=== Data ===
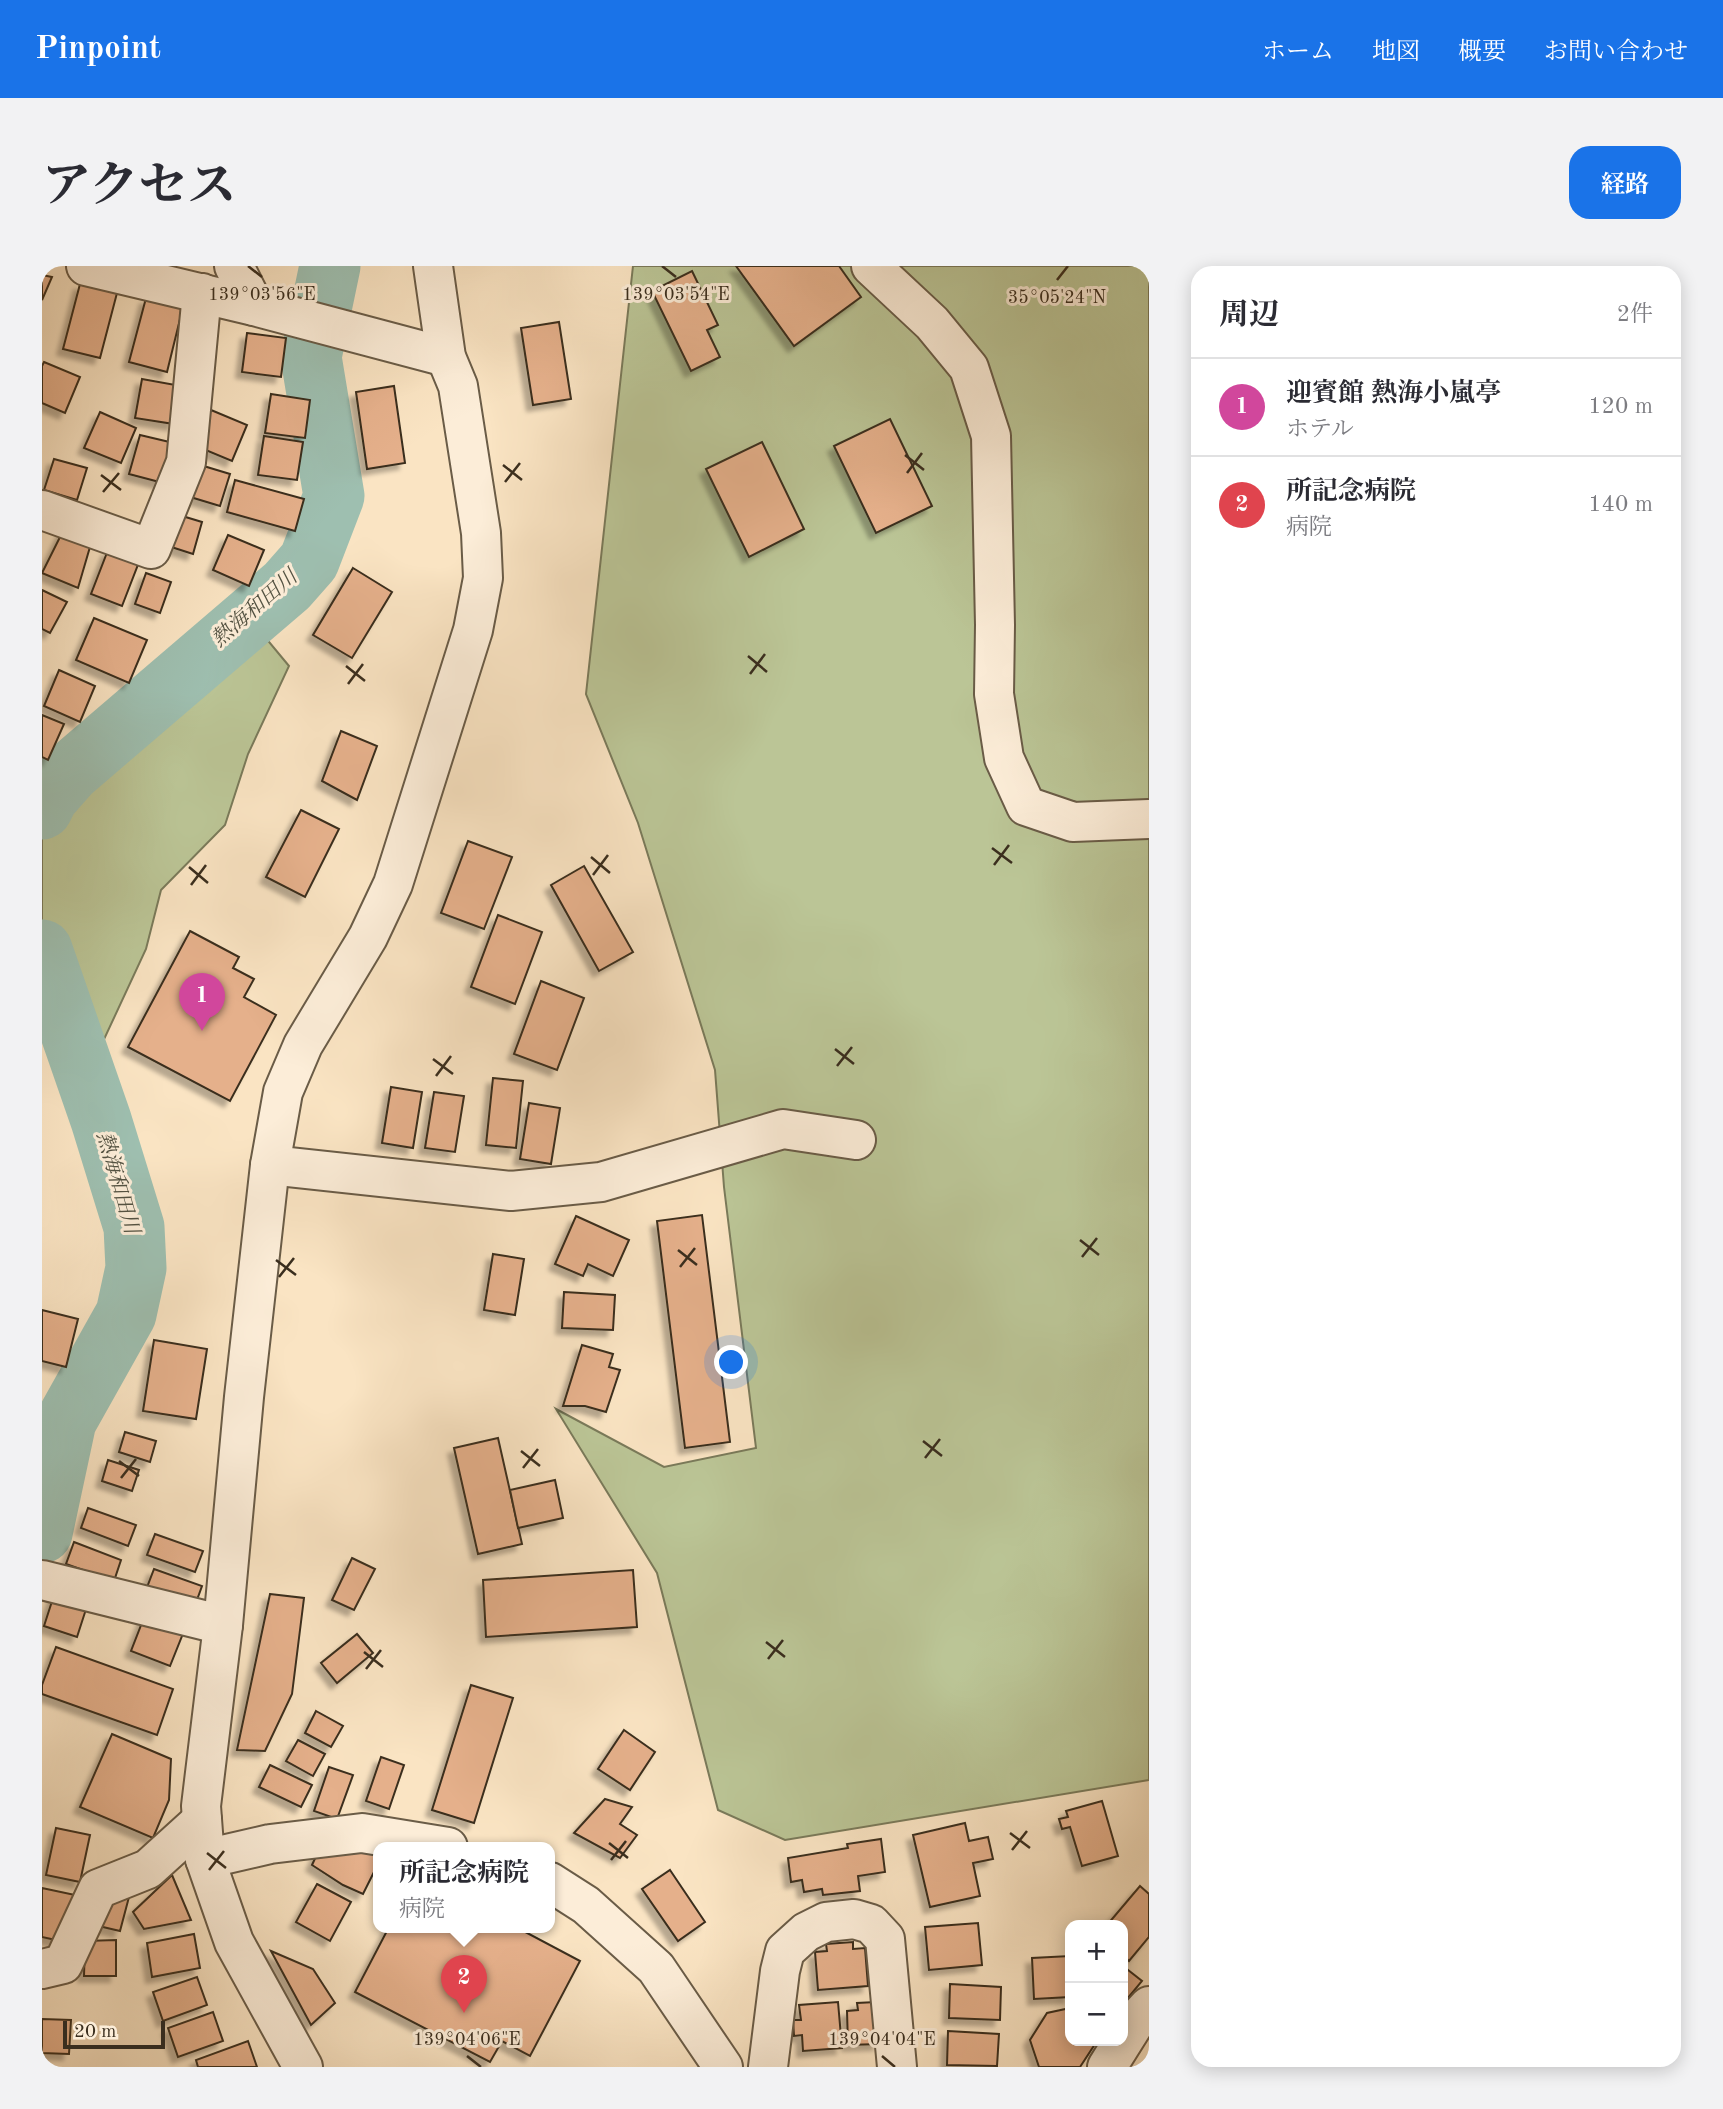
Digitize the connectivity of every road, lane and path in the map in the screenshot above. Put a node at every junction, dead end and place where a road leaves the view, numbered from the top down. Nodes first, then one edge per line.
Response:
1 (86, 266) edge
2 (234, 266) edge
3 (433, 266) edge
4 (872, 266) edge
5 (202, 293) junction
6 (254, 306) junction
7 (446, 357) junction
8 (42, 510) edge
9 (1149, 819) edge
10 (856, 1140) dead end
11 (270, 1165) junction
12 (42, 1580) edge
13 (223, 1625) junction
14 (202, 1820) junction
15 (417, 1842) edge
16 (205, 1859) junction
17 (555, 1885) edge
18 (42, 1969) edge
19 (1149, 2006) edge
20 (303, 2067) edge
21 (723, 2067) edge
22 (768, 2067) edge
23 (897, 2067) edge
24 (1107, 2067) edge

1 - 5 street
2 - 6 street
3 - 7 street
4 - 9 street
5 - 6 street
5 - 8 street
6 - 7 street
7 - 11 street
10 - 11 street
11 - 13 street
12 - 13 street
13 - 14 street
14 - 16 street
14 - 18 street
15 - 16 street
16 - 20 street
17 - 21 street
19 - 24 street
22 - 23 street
===
=== Data ===
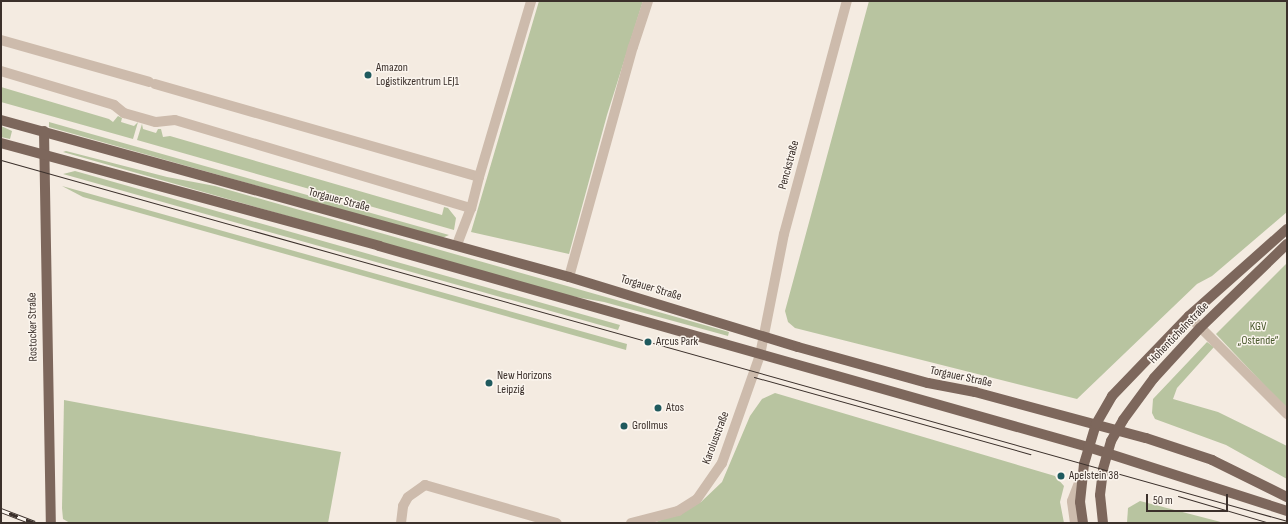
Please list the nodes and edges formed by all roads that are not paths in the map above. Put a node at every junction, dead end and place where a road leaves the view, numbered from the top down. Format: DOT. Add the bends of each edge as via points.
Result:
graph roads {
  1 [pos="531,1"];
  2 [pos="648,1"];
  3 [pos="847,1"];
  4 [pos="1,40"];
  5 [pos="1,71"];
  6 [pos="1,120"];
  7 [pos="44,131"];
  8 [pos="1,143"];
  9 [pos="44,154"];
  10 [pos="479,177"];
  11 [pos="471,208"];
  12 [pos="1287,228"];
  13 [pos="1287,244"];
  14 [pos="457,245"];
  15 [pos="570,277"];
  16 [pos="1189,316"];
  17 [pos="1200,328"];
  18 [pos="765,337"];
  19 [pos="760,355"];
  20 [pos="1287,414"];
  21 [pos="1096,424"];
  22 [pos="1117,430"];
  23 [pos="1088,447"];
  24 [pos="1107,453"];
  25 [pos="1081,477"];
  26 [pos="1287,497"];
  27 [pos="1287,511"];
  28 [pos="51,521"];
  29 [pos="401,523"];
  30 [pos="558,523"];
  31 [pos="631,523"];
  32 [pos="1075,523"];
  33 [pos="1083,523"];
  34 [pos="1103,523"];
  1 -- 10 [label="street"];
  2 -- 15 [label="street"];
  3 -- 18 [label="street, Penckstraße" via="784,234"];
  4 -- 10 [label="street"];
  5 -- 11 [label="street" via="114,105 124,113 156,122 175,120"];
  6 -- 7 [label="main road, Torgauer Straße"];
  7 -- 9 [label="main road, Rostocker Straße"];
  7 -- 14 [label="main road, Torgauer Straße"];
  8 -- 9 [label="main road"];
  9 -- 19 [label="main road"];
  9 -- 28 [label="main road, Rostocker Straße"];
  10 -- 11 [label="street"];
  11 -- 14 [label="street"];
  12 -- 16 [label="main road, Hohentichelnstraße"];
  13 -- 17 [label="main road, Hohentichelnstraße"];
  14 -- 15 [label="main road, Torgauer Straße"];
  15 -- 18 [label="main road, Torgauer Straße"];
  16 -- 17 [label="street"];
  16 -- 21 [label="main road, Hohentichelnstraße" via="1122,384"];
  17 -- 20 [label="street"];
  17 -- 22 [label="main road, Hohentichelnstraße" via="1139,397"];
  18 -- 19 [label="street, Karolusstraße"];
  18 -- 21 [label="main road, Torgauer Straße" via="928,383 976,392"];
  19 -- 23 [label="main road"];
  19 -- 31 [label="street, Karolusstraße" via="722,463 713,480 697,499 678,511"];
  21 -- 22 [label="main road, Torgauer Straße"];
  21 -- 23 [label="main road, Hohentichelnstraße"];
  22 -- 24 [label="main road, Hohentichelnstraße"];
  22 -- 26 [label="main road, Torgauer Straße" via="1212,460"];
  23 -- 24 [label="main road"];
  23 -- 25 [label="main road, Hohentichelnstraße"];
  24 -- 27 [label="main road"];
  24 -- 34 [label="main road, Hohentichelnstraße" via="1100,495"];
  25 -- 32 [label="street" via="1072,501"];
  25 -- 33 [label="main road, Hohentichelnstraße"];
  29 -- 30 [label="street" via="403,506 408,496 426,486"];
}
===
=== Data ===
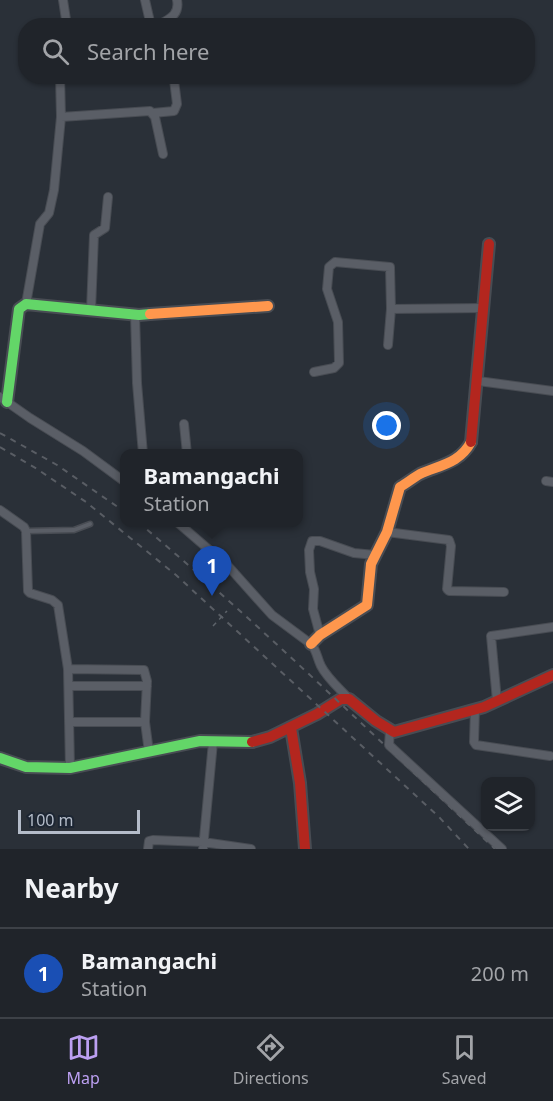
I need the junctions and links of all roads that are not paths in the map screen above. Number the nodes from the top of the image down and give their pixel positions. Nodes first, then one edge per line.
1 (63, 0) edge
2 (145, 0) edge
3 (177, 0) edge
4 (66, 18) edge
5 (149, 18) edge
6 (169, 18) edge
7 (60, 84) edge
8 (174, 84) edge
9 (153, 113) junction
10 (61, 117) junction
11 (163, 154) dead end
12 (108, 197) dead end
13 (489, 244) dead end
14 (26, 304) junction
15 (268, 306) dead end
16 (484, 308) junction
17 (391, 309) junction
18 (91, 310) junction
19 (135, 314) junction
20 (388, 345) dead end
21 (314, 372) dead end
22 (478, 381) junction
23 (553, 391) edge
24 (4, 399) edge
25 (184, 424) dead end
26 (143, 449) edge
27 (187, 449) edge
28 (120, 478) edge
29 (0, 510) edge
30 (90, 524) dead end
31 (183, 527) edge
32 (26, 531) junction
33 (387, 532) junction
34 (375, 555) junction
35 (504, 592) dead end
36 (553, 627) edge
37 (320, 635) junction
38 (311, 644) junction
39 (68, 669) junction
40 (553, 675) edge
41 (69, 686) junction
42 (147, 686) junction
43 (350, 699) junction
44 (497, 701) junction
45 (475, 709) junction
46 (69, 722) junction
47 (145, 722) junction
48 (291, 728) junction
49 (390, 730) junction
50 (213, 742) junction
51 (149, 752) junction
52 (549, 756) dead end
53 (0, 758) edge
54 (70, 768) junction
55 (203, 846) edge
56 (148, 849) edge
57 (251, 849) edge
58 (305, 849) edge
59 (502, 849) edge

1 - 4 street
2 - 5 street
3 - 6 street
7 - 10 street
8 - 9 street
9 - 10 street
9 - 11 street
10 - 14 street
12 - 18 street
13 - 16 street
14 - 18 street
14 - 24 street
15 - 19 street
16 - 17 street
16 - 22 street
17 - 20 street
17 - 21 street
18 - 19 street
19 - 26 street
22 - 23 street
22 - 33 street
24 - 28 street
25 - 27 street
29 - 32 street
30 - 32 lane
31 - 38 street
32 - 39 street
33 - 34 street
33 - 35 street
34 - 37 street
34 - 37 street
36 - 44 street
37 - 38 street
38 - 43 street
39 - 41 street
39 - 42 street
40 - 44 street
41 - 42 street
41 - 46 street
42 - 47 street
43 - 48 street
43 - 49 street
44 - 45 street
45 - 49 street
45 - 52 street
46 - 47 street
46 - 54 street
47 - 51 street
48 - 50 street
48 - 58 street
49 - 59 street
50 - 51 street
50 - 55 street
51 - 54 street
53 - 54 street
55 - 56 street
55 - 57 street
===
The task:
If a line in the records contains the string "view", copy it out.

Output of the task:
Digitize the connectivity of every road, lane and path in the map in the screenshot above. Put a node at every junction, dead end and place where a road leaves the view, numbered from the top down. Nodes first, then one edge per line.
Please list the nodes and edges formed by all roads that are not paths in the map above. Put a node at every junction, dead end and place where a road leaves the view, numbered from the top down. Format: DOT. Add the bends of each edge as via points.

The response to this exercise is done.